Trentadue anni non sono molti, sei figli e due gravidanze perse invece sono tanti. Viene dalla Somalia; non da un paesino sperduto dove alcuni di noi immaginano che si mangino a vicenda; viene da Mogadiscio, la capitale. La capitale di un Paese martellato della fame e, peggio, dalla guerra.
Decise di intraprendere il viaggio della speranza; l’orribile viaggio della dubbia speranza. Vuole che i suoi figli arrivino «lontano»: possano assaggiare un pasto al giorno e possano arrivare ai 50 anni!
Il viaggio è troppo pericoloso per portarli con sé; li abbandona in un abbraccio e con loro in cuore fa avamposto. È partita sei mesi fa. Ha affrontato i camion affollati dove le persone viaggiano come noccioline in pacco sottovuoto anemico di aria; abbrustolita dal secco e rovente vento del deserto.
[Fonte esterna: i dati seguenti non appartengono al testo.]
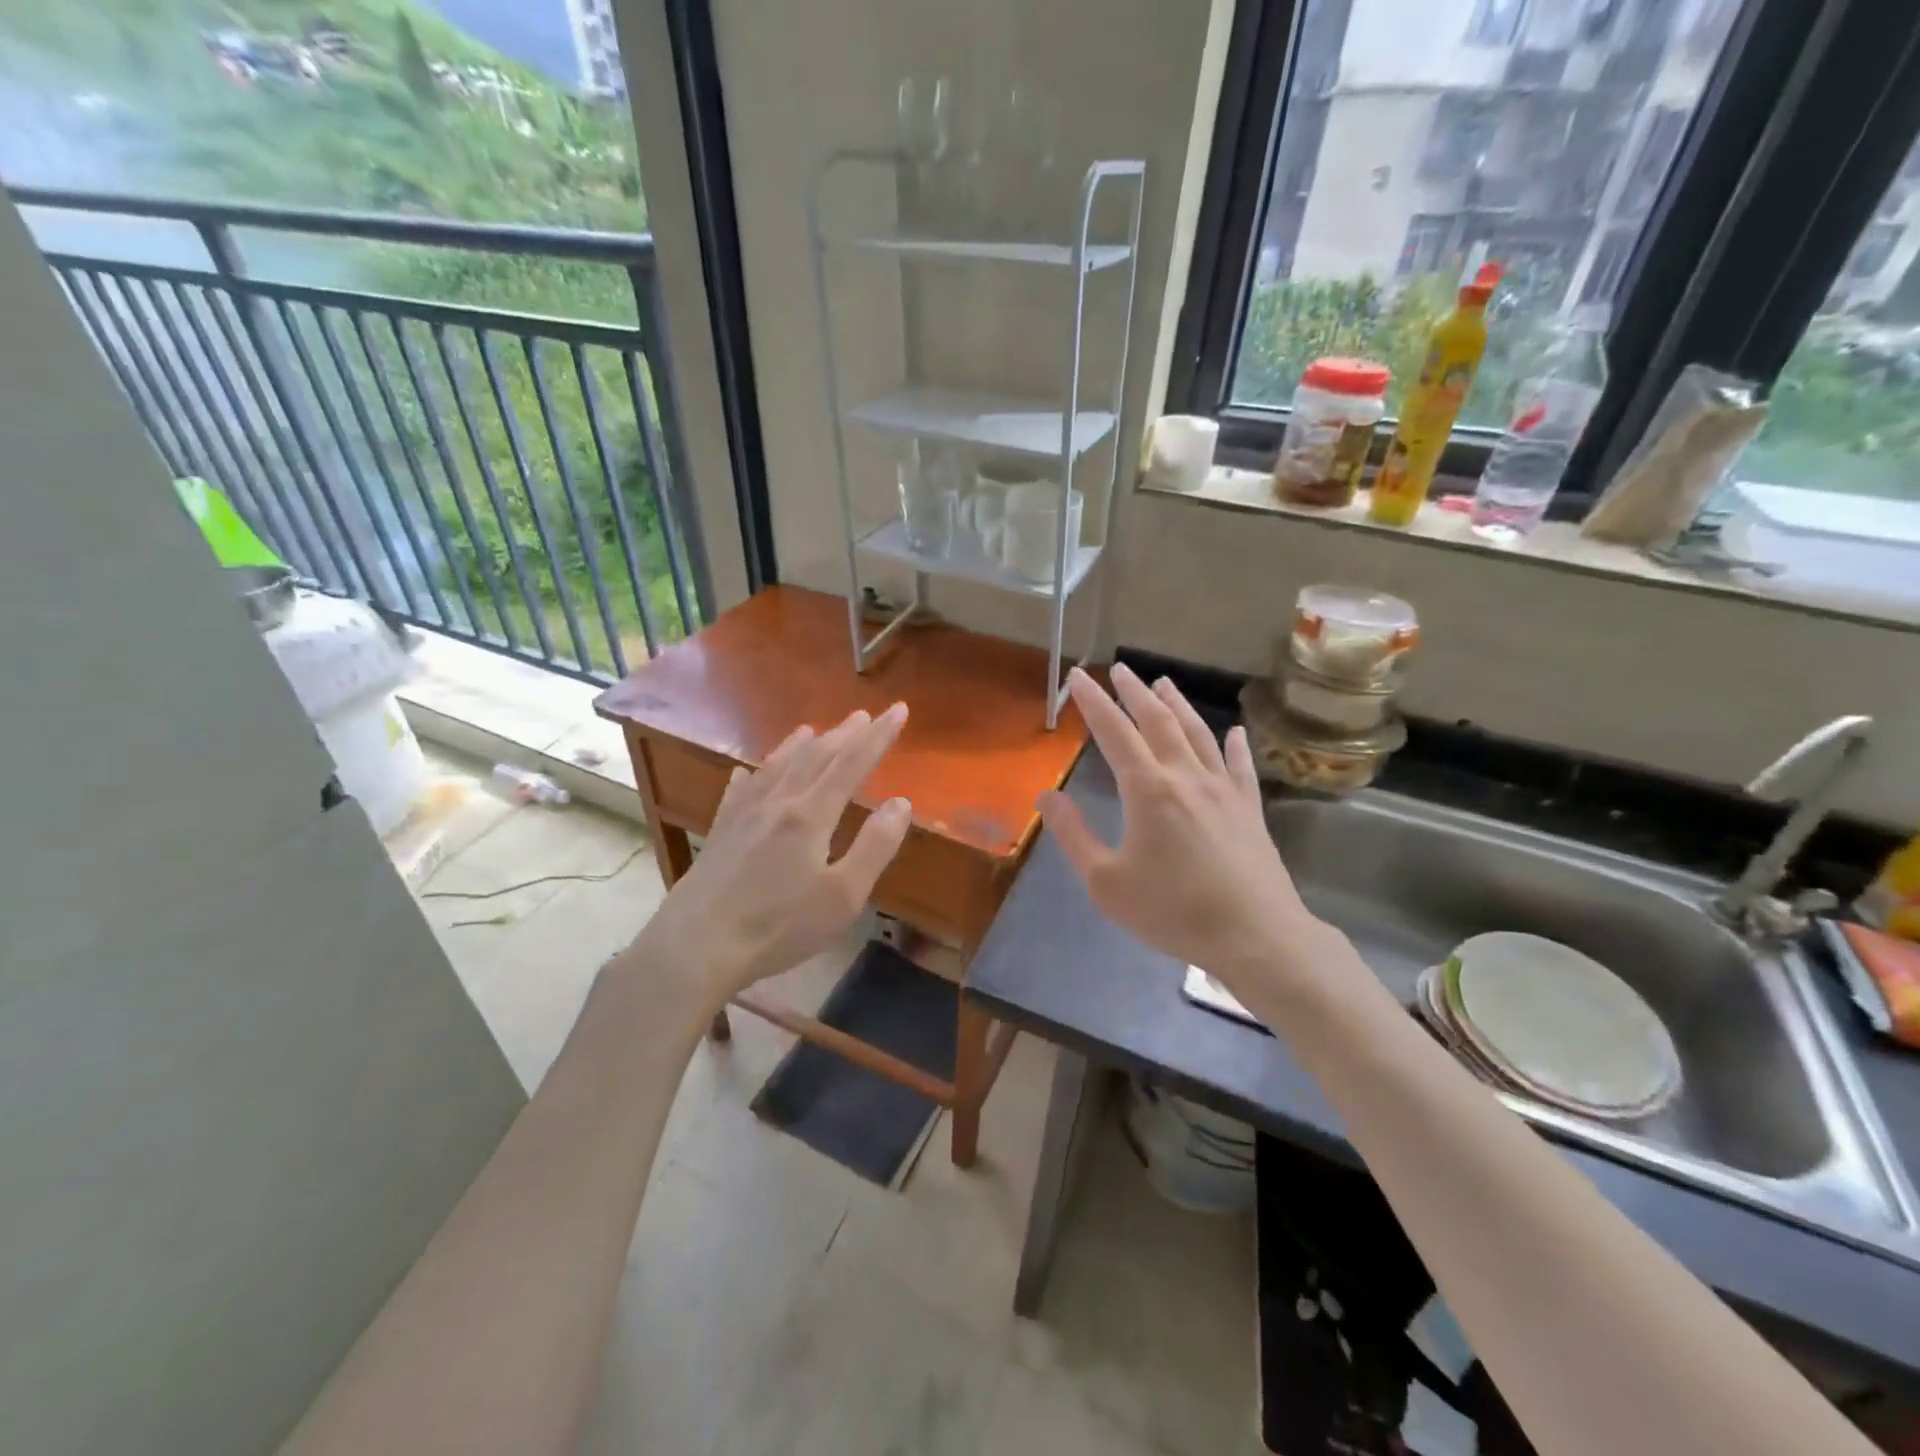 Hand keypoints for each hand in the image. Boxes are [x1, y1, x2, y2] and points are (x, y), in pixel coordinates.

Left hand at [638, 705, 912, 1003]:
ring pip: (776, 767)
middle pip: (815, 758)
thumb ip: (874, 847)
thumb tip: (901, 803)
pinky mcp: (720, 832)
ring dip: (799, 746)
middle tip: (863, 715)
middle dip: (844, 734)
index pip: (852, 764)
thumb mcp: (843, 896)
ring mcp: (743, 814)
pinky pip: (738, 791)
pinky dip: (751, 776)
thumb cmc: (779, 926)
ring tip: (811, 729)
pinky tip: (747, 773)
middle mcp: (777, 802)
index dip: (878, 737)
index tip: (899, 710)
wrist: (697, 945)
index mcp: (811, 815)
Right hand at [1038, 665, 1330, 995]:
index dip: (1094, 702)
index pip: (1114, 732)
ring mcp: (1223, 790)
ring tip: (1163, 682)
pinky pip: (1240, 766)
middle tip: (1119, 669)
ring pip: (1198, 734)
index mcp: (1148, 790)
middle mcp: (1186, 777)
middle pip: (1158, 721)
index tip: (1079, 676)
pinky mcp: (1249, 809)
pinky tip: (1234, 730)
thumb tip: (1045, 796)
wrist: (1255, 936)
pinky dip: (1234, 744)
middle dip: (1134, 692)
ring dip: (1178, 705)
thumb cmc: (1172, 911)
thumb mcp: (1106, 882)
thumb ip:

Attende nel fondo della Libia finché la partenza arriva. Due notti e tre giorni nella buia e morente stiva di un barcone che quasi sprofonda nelle acque di un mare mai visto.
Incastrati sono. La faccia di quello di fronte le sta appiccicata. Da tre giorni ha davanti a sé uno spettacolo dantesco: quel sconosciuto che l’assomiglia nell’angoscia e la disperazione. È come guardarsi allo specchio.
Sente grida dall’alto: «Lampedusa!» Ma per quelli della stiva è vietato anche quel momento di salvezza.
I dolori la stritolano ma li nasconde sotto un sorriso di gratitudine finché dopo altri due giorni di sofferenza casca a terra. La diagnosi non è bella: trombosi venosa massiva con embolia polmonare, dicono i medici. Un neofito avrebbe detto: rischia di morire.
Da tanto tempo si parla della malattia che si presenta nei viaggiatori che sono costretti a stare fermi a lungo negli aeri negli stretti spazi dell’economy class degli aeri. Ma nei barconi è peggio.
Quelli che non hanno i soldi sufficienti per un posto migliore finiscono nel più oscuro, angusto e sperduto angolo di una stiva. Lei i soldi li aveva, ma quelli non contano quando si è donna.
È andata a finire in out class. Ma quel che gli scafisti non hanno saputo è che con il loro gesto orribile l’avevano convertita, come tante altre, in una fuori classe.